§ MATERIAL FOR THIS EXERCISE:

# # # #

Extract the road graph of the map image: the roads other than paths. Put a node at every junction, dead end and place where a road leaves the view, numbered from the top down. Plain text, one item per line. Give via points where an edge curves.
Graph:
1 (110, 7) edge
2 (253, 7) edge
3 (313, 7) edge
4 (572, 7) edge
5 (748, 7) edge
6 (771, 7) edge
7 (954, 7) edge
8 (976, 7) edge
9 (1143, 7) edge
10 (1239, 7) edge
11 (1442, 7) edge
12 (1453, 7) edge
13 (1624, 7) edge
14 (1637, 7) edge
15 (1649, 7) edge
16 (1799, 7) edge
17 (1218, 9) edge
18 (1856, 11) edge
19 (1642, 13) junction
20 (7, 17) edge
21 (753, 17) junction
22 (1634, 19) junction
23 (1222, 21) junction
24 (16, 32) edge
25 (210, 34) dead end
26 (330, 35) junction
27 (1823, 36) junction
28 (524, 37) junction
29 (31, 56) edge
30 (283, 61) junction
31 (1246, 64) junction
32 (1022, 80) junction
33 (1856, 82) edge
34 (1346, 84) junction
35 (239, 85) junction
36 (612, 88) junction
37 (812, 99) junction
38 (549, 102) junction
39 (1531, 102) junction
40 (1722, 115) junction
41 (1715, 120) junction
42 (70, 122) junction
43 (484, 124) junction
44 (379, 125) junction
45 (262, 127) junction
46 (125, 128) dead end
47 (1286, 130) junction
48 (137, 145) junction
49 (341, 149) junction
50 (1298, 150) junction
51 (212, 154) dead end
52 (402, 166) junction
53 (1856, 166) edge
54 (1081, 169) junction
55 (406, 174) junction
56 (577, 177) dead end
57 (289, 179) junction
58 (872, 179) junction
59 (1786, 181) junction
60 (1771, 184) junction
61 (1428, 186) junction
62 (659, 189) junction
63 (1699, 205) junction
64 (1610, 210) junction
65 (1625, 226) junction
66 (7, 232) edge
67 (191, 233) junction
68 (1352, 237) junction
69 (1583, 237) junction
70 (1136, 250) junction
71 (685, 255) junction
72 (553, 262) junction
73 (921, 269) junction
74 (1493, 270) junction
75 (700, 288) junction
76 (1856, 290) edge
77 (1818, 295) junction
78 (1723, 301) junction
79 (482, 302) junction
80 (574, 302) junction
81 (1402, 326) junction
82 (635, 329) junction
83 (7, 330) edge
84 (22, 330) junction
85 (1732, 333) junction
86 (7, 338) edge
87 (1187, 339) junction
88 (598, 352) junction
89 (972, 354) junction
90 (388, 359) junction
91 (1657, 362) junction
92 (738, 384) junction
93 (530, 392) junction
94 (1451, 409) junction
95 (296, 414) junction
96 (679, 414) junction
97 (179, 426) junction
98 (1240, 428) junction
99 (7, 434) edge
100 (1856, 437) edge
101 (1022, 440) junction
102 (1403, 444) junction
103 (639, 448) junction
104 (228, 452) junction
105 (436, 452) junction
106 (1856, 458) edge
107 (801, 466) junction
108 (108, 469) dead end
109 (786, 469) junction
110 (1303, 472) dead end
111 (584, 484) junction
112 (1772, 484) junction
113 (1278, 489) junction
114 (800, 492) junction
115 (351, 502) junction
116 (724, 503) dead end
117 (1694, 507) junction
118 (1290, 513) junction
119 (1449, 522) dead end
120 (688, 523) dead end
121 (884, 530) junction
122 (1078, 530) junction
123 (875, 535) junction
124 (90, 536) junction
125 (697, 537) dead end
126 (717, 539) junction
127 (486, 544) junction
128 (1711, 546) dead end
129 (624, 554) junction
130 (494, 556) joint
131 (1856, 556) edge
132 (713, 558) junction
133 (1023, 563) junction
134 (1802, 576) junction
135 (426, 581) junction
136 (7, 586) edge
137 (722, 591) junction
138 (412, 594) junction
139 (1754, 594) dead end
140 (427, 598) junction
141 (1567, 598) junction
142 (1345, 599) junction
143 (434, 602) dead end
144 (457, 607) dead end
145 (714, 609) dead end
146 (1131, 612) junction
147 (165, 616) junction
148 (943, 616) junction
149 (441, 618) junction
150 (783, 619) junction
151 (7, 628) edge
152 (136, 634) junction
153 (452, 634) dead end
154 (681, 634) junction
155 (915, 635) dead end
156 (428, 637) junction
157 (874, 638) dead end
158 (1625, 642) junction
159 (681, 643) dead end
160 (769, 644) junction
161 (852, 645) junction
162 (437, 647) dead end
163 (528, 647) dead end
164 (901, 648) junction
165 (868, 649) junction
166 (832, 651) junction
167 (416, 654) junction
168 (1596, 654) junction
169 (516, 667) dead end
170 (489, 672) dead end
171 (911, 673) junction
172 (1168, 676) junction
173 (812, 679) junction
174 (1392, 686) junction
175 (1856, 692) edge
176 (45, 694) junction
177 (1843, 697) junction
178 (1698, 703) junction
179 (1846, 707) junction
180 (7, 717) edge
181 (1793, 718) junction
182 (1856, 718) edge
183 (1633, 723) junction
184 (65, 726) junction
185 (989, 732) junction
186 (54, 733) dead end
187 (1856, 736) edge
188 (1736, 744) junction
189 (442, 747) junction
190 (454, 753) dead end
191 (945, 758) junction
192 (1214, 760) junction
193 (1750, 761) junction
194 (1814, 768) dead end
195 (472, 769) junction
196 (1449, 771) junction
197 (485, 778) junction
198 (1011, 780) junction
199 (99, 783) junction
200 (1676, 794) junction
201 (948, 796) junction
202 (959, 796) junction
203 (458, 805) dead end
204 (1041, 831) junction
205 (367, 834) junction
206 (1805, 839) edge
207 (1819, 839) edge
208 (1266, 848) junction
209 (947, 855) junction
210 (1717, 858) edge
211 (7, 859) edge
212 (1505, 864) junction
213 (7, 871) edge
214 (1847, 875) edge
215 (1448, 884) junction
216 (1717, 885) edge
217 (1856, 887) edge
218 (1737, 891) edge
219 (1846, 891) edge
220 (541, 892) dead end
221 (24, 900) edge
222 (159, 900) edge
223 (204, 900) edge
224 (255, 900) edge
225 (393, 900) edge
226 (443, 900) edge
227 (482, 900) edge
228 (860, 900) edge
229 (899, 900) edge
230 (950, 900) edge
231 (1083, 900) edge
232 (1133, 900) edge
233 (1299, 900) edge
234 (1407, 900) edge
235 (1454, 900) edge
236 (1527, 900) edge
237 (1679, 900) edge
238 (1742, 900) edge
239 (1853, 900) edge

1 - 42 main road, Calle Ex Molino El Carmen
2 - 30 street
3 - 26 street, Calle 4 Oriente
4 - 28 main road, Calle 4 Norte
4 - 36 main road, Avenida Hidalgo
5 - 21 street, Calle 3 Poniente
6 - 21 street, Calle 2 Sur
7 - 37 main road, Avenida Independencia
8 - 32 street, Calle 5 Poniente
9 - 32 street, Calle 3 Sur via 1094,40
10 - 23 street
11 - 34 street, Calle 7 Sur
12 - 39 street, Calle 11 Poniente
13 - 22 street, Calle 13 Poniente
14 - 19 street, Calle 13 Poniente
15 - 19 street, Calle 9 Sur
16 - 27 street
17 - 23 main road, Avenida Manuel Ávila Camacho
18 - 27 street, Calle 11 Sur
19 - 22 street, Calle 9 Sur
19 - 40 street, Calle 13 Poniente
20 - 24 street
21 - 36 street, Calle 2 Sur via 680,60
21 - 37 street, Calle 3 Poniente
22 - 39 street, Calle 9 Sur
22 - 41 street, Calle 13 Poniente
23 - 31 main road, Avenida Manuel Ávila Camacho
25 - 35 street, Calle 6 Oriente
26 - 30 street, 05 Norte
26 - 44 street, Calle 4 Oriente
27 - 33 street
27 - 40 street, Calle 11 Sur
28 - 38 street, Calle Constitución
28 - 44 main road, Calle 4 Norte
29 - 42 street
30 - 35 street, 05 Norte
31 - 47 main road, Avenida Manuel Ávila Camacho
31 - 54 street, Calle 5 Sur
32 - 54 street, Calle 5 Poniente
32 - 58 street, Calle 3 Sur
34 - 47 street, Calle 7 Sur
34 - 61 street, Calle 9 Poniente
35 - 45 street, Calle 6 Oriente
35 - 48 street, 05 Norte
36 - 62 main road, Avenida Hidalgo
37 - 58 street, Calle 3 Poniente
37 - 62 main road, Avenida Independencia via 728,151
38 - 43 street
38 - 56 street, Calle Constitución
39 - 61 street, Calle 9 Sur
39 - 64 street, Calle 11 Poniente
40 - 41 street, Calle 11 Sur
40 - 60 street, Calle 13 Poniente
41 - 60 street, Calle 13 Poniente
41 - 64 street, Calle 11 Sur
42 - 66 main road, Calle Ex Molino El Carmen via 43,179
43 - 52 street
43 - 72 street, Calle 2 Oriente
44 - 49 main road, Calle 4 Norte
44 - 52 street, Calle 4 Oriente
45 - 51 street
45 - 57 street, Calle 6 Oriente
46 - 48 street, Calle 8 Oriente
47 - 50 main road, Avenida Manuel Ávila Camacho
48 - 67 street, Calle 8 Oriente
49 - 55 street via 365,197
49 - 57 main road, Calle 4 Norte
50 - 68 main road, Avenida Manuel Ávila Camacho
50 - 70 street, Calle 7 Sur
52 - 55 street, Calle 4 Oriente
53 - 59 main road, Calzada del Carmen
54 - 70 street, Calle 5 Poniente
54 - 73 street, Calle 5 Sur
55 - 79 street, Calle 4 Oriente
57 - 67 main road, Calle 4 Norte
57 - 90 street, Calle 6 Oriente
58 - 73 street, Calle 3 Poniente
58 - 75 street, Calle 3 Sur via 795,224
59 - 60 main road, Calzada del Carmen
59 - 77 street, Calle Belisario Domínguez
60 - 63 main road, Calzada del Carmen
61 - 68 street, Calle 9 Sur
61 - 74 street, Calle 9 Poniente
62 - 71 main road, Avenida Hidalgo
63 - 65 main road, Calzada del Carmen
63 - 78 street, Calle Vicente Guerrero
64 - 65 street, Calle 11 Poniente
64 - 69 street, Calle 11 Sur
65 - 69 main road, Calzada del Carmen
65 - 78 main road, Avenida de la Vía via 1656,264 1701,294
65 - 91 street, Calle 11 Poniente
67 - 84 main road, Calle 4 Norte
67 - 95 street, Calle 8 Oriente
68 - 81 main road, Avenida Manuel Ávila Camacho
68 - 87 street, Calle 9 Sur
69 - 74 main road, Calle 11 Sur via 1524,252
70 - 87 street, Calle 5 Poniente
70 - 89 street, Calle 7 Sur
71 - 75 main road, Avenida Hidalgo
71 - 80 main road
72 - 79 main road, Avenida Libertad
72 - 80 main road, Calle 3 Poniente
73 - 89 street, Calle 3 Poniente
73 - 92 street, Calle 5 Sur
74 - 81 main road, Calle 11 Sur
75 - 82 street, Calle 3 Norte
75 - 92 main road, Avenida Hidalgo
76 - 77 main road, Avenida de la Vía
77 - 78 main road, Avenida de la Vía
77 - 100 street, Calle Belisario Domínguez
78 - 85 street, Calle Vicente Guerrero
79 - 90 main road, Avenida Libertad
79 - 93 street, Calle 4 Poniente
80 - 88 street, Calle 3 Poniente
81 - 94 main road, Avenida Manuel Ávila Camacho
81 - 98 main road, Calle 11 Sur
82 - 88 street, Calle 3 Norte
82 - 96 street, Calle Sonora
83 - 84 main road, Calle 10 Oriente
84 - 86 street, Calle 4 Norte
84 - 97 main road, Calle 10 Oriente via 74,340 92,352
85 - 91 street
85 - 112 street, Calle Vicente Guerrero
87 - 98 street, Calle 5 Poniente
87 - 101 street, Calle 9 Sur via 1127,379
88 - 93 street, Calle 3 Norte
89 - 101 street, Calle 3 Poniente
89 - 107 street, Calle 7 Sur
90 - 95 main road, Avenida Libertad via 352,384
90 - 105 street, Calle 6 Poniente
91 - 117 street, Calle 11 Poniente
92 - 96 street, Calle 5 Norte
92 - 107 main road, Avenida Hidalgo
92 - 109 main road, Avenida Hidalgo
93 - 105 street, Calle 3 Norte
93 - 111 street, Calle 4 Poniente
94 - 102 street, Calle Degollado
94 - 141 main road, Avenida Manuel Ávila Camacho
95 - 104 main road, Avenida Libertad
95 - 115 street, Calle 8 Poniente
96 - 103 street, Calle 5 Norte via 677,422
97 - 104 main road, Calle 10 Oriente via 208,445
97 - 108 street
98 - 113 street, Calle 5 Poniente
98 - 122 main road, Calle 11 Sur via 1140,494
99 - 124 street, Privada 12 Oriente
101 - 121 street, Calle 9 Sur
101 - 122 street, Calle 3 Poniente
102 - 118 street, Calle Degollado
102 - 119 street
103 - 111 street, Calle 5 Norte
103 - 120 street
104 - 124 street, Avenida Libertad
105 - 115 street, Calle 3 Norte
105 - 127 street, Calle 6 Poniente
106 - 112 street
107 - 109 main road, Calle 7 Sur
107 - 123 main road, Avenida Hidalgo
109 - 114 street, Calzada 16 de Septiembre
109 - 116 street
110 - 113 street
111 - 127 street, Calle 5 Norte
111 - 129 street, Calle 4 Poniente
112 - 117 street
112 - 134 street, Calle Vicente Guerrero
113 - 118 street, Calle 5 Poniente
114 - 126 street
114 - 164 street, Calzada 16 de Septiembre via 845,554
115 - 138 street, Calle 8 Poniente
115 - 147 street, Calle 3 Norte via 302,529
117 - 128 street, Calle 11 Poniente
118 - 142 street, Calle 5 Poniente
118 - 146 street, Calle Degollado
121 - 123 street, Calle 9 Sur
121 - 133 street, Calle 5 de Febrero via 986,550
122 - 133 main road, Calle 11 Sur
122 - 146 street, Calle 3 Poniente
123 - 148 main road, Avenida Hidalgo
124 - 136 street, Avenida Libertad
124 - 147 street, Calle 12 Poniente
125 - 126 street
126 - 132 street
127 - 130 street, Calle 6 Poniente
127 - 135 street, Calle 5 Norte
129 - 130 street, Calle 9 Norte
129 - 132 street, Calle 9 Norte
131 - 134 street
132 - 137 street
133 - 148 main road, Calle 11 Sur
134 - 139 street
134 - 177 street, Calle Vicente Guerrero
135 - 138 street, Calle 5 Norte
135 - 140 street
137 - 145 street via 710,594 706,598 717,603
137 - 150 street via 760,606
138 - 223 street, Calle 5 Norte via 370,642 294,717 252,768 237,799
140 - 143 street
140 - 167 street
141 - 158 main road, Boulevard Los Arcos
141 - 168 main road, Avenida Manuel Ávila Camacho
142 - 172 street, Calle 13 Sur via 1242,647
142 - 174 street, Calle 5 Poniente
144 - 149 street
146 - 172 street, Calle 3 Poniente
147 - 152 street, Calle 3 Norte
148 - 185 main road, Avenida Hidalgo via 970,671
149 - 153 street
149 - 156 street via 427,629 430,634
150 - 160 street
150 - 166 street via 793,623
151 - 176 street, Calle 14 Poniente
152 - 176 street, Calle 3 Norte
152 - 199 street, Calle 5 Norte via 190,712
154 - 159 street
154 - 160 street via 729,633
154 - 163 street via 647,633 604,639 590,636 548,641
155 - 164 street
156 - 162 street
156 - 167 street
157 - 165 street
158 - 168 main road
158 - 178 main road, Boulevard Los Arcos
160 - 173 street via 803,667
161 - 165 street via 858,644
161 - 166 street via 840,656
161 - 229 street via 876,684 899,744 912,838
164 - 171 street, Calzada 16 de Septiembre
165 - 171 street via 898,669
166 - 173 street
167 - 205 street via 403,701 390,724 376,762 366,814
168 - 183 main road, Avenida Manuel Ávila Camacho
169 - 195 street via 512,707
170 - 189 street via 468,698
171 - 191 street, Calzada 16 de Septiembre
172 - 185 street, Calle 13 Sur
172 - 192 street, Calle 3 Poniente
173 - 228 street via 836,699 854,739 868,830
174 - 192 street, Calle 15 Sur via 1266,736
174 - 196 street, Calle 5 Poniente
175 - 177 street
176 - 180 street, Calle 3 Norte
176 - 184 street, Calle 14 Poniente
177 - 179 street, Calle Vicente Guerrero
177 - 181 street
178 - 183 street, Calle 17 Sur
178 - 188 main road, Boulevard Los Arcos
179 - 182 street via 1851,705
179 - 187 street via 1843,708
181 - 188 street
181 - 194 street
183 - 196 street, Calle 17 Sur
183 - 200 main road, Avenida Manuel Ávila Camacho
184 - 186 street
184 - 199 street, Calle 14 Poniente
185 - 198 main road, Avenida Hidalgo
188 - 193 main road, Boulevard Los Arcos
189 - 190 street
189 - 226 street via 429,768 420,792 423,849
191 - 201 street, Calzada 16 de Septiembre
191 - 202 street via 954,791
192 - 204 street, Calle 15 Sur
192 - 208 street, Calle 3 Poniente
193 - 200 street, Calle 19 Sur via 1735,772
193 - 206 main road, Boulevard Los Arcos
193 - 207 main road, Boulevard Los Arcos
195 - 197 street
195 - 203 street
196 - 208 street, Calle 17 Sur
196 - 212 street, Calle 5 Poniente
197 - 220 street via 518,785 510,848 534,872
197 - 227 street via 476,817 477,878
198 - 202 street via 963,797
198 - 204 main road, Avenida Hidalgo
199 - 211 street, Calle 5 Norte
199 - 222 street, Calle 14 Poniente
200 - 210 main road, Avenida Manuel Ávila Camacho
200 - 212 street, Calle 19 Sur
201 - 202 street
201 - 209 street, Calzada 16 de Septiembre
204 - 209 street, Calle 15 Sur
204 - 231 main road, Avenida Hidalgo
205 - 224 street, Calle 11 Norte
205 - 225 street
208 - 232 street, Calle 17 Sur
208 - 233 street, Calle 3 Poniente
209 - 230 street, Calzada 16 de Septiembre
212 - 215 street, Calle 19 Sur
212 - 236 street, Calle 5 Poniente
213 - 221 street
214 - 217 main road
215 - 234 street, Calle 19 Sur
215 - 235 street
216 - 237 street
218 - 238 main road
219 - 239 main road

# # # #

§ EXERCISE AIM:
Tell how many lines of the data above include the string "Guerrero", with no other text in the answer.

§ RESULT OF THE EXERCISE:
6